I got cellulitis in my leg after an insect bite I got at a school end-of-term celebration. It was a lovely evening so they decided to be posh and serve champagne fizzy plonk in the quadrangle, ironically it was about the only one I enjoyed.

The bite being hot, swollen, etc didn't bother me too much but when I started to feel ill I knew it was more than the usual bite.

PenguinOpera · 26/06/2012 11:55

I've had this twice.

The first time I spent three days in hospital - I left it too long to seek help ....

The second time I recognised it straight away and got emergency appt at docs and the necessary anti biotics and spent the following few days at home with my leg up - id drawn around the swelling in black market pen so that I could see if it got any worse

Both from insect bites

I ultra cautious now

Chubfuddler · 26/06/2012 12:00

I think cellulitis used to be called dropsy?

My mum ended up in ITU when she had cellulitis in her throat. Many people haven't even heard of it, it's scary stuff.

HauntedLittleLunatic · 26/06/2012 12:09

Dropsy is a non specific term for swelling caused by fluid build up. It is certainly a symptom but can have other causes.

AitchTwoOhOneTwo · 26/06/2012 12:13

i had it during an ear infection... it was AMAZINGLY painful, no way could i have ignored it. so very sad to hear about your friend, sheepgomeep.

AitchTwoOhOneTwo · 26/06/2012 12:13

oh yes re drawing round bites with pen, that's what i do with the kids.

PetiteRaleuse · 26/06/2012 12:20

I got cellulitis from a manicure once - it started where she had pushed back the cuticle on one of my fingers. The next day I had an itchy red line right up my finger, which by lunchtime had spread up my hand to my wrist. Mid afternoon it was on its way to my elbow when I pointed it out to a colleague who panicked. More to placate her than anything else I called my OB GYN, who was the only doctor I knew in that city, and she told me to come in immediately and paged a dermatologist friend of hers.

The dermatologist told me that without the massive dose of antibiotics she was prescribing me by evening it would have gone past my elbow - which woul dhave been very painful, but I'd have probably decided to leave it til morning. Except overnight it would have got to my shoulder, which would have been agony, and from the shoulder would have gone straight to the heart.

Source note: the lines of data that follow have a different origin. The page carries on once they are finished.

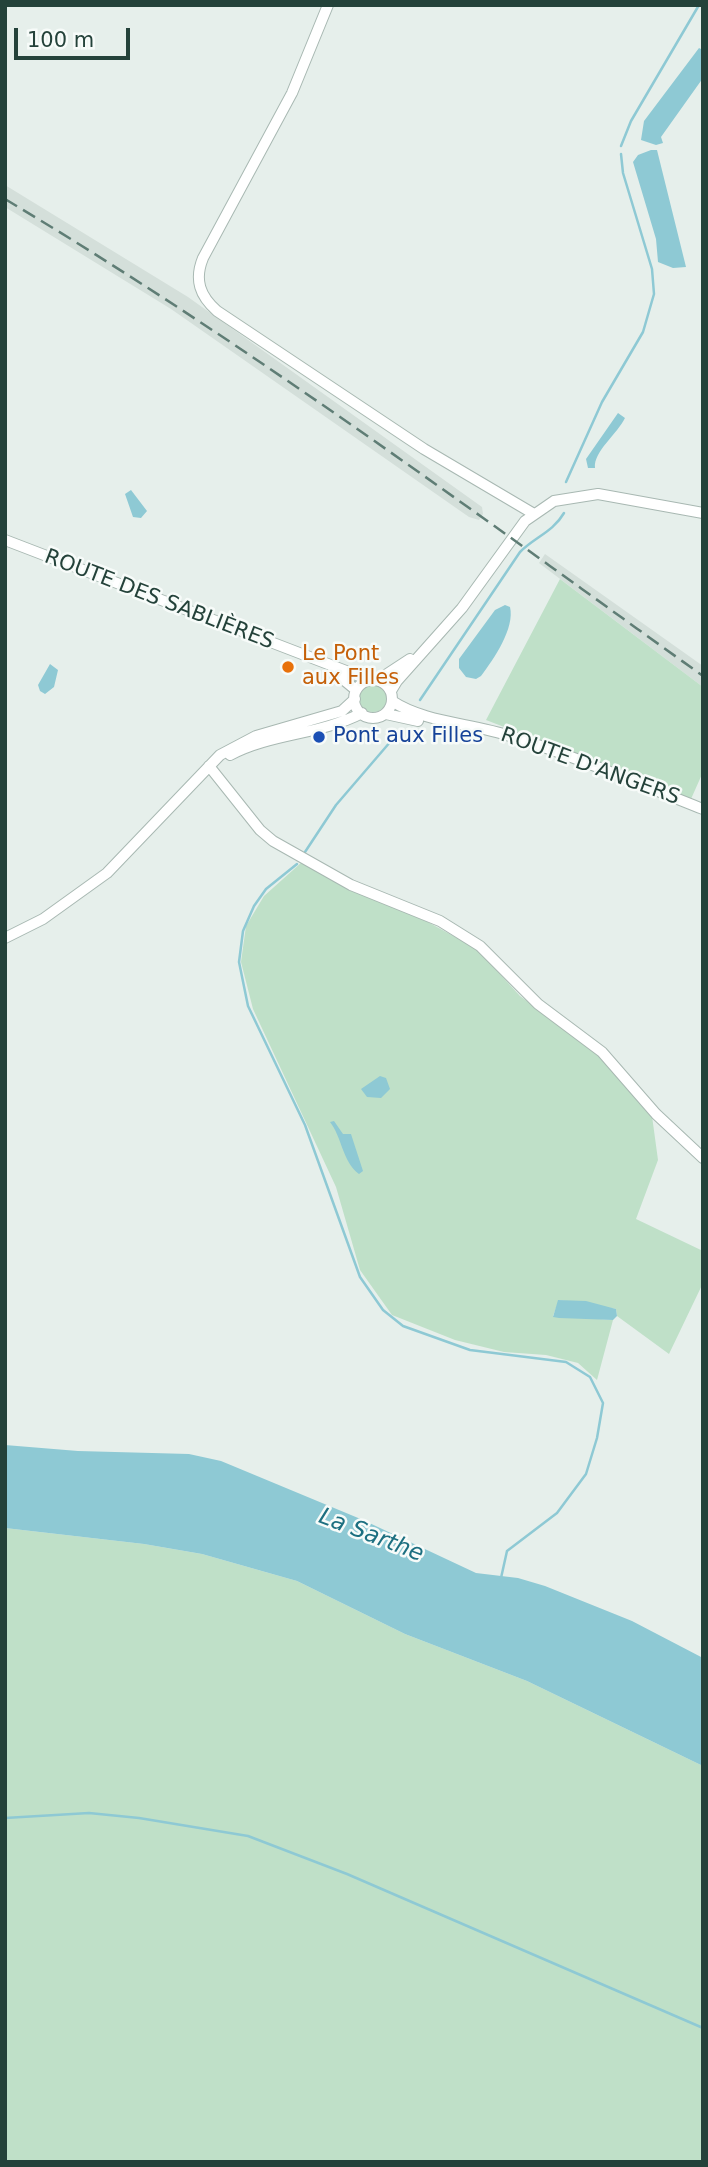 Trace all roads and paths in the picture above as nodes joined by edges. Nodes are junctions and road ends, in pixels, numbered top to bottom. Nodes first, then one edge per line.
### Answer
1 (328, 5) edge
2 (703, 513) edge
3 (529, 517) junction
4 (5, 540) edge
5 (434, 640) junction
6 (312, 660) junction
7 (373, 680) junction
8 (356, 695) junction
9 (391, 696) junction
10 (362, 713) junction
11 (386, 714) junction
12 (477, 726) junction
13 (209, 766) junction
14 (703, 809) edge
15 (5, 938) edge
16 (703, 1157) edge

1 - 3 street
2 - 3 street
3 - 5 street
4 - 6 street, ROUTE DES SABLIÈRES
5 - 7 street
5 - 9 street
6 - 7 street, ROUTE DES SABLIÈRES
6 - 8 street, ROUTE DES SABLIÈRES
7 - 8 street
7 - 9 street
8 - 10 street
8 - 13 street
9 - 11 street
9 - 12 street, ROUTE D'ANGERS
10 - 11 street
10 - 13 street
11 - 12 street, ROUTE D'ANGERS
12 - 14 street, ROUTE D'ANGERS
13 - 15 street
13 - 16 street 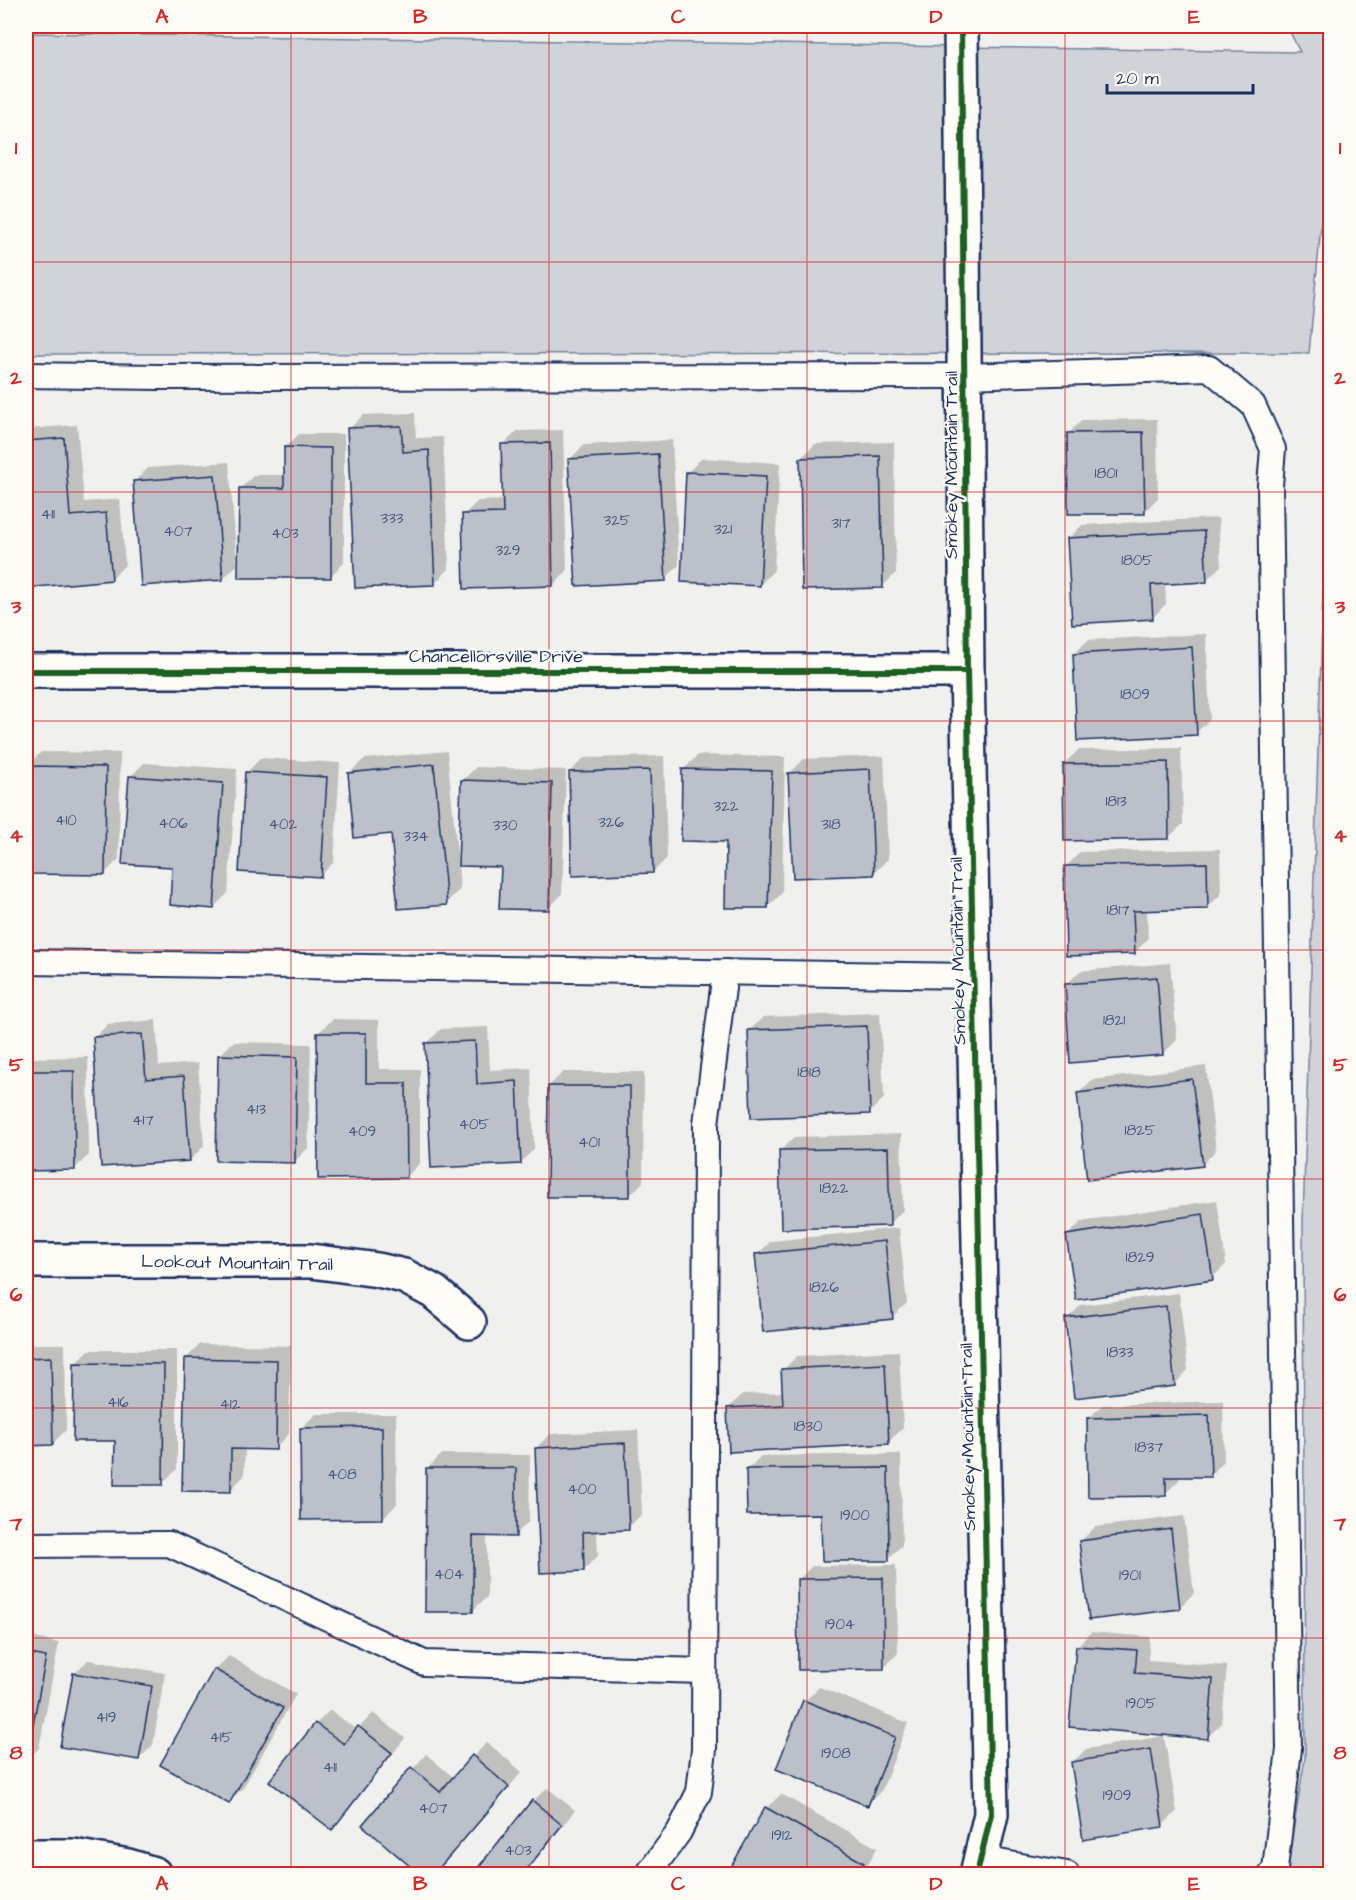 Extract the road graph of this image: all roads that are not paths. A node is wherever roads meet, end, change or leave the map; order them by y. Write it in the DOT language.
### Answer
graph roads {
  1 [pos="961,26"];
  2 [pos="26,375"];
  3 [pos="965,376"];
  4 [pos="26,671"];
  5 [pos="967,671"];
  6 [pos="26,962"];
  7 [pos="725,972"];
  8 [pos="974,976"];
  9 [pos="26,1261"];
  10 [pos="469,1322"];
  11 [pos="26,1545"];
  12 [pos="704,1671"];
  13 [pos="26,1856"];
  14 [pos="979,1867"];
  15 [pos="154,1875"];
  16 [pos="648,1875"];
  17 [pos="1067,1875"];
  18 [pos="1271,1875"];
  1 -- 3 [label="street, Smokey Mountain Trail"];
  2 -- 3 [label="lane"];
  3 -- 5 [label="street, Smokey Mountain Trail"];
  3 -- 18 [label="lane"];
  4 -- 5 [label="street, Chancellorsville Drive"];
  5 -- 8 [label="street, Smokey Mountain Trail"];
  6 -- 7 [label="lane"];
  7 -- 8 [label="lane"];
  7 -- 12 [label="lane"];
  8 -- 14 [label="street, Smokey Mountain Trail"];
  9 -- 10 [label="street, Lookout Mountain Trail"];
  11 -- 12 [label="lane"];
  12 -- 16 [label="lane"];
  13 -- 15 [label="street"];
  14 -- 17 [label="lane"];
}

I was extremely lucky not to have been hospitalised, and, in fact, was lucky to have survived. Without my colleague's freak out reaction I'd quite posibly have left it til too late.

junkcollector · 26/06/2012 12:43

My mum got cellulitis which went undiagnosed and turned into septicaemia, which in turn shut her kidneys down. She nearly died and was in hospital for 8 weeks. She's still not quite right 2 years on.

So err YANBU.

DunkyWhorey · 26/06/2012 12:51

I had it in my leg when I was 35 weeks pregnant...probably developed the way it did because of reduced circulation due to swelling from pre-eclampsia.

I was on IV antibiotics for 4 days and was allowed home after 6 days when a further course of oral antibiotics seemed to be providing further improvement.

At one point I thought I'd come out of hospital with no leg and no baby, nobody could tell me what was going on!

I was initially taken in beause DH found me asleep and shivering under a 13 tog duvet even though it was about 30 degrees outside, but I was sweating like a fat lass whore in church hot thing, and we assumed I had the flu. They did bloods and saw my white blood cell count was through the roof (which implies there is an infection somewhere in the body) and were trying to work out where (they get worried about amniotic fluid and womb infections and such) and then an astute nurse said "what's that" and poked my leg which had a small red mark on it.

By morning the small red mark had completely covered my leg and was spreading towards my thigh despite the IV antibiotics I'd been receiving overnight, so it was pretty rampant.

Dreadful shadowing and scarring at first like a burn mark, and it peeled as well, but it did gradually fade and by 18 months later was gone, and 5 years later (hell that went quick) its like it was never there.

But its nasty - if you have it, get it checked, once it spreads proper it just takes longer to get rid of and if it gets in your blood then you are fucked basically.